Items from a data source
________

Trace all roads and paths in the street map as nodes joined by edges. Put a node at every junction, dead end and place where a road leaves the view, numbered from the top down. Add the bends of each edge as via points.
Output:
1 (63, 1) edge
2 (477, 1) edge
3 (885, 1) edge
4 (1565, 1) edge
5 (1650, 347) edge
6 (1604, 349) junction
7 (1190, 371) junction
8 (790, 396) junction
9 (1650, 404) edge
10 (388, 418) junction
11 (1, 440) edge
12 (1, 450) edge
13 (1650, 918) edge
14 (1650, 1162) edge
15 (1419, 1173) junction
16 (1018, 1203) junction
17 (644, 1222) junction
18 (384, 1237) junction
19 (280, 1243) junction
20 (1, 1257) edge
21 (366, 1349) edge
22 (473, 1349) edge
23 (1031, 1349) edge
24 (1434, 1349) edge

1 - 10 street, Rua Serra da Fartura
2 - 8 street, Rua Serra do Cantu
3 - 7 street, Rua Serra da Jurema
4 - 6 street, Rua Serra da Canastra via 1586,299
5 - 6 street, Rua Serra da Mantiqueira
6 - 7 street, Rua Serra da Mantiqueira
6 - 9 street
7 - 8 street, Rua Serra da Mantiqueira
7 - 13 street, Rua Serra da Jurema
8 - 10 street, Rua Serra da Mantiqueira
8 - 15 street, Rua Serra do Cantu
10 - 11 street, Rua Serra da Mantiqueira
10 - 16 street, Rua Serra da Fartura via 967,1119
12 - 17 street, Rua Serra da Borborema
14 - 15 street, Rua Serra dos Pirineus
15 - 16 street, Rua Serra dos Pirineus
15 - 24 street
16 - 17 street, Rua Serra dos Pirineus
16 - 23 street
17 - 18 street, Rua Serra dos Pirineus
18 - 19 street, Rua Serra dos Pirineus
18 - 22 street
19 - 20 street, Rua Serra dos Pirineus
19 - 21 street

________

Repeat the data above in full, word for word.

Written answer —
Trace all roads and paths in the street map as nodes joined by edges. Put a node at every junction, dead end and place where a road leaves the view, numbered from the top down. Add the bends of each edge as via points.
Output:
1 (63, 1) edge
2 (477, 1) edge
3 (885, 1) edge
4 (1565, 1) edge
5 (1650, 347) edge
6 (1604, 349) junction
7 (1190, 371) junction
8 (790, 396) junction
9 (1650, 404) edge
10 (388, 418) junction
11 (1, 440) edge
12 (1, 450) edge
13 (1650, 918) edge
14 (1650, 1162) edge
15 (1419, 1173) junction
16 (1018, 1203) junction
17 (644, 1222) junction
18 (384, 1237) junction
19 (280, 1243) junction
20 (1, 1257) edge
21 (366, 1349) edge
22 (473, 1349) edge
23 (1031, 1349) edge
24 (1434, 1349) edge

1 - 10 street, Rua Serra da Fartura
2 - 8 street, Rua Serra do Cantu
3 - 7 street, Rua Serra da Jurema
4 - 6 street, Rua Serra da Canastra via 1586,299
5 - 6 street, Rua Serra da Mantiqueira
6 - 7 street, Rua Serra da Mantiqueira
6 - 9 street
7 - 8 street, Rua Serra da Mantiqueira
7 - 13 street, Rua Serra da Jurema
8 - 10 street, Rua Serra da Mantiqueira
8 - 15 street, Rua Serra do Cantu
10 - 11 street, Rua Serra da Mantiqueira
10 - 16 street, Rua Serra da Fartura via 967,1119
12 - 17 street, Rua Serra da Borborema
14 - 15 street, Rua Serra dos Pirineus
15 - 16 street, Rua Serra dos Pirineus
15 - 24 street
16 - 17 street, Rua Serra dos Pirineus
16 - 23 street
17 - 18 street, Rua Serra dos Pirineus
18 - 19 street, Rua Serra dos Pirineus
18 - 22 street
19 - 20 street, Rua Serra dos Pirineus
19 - 21 street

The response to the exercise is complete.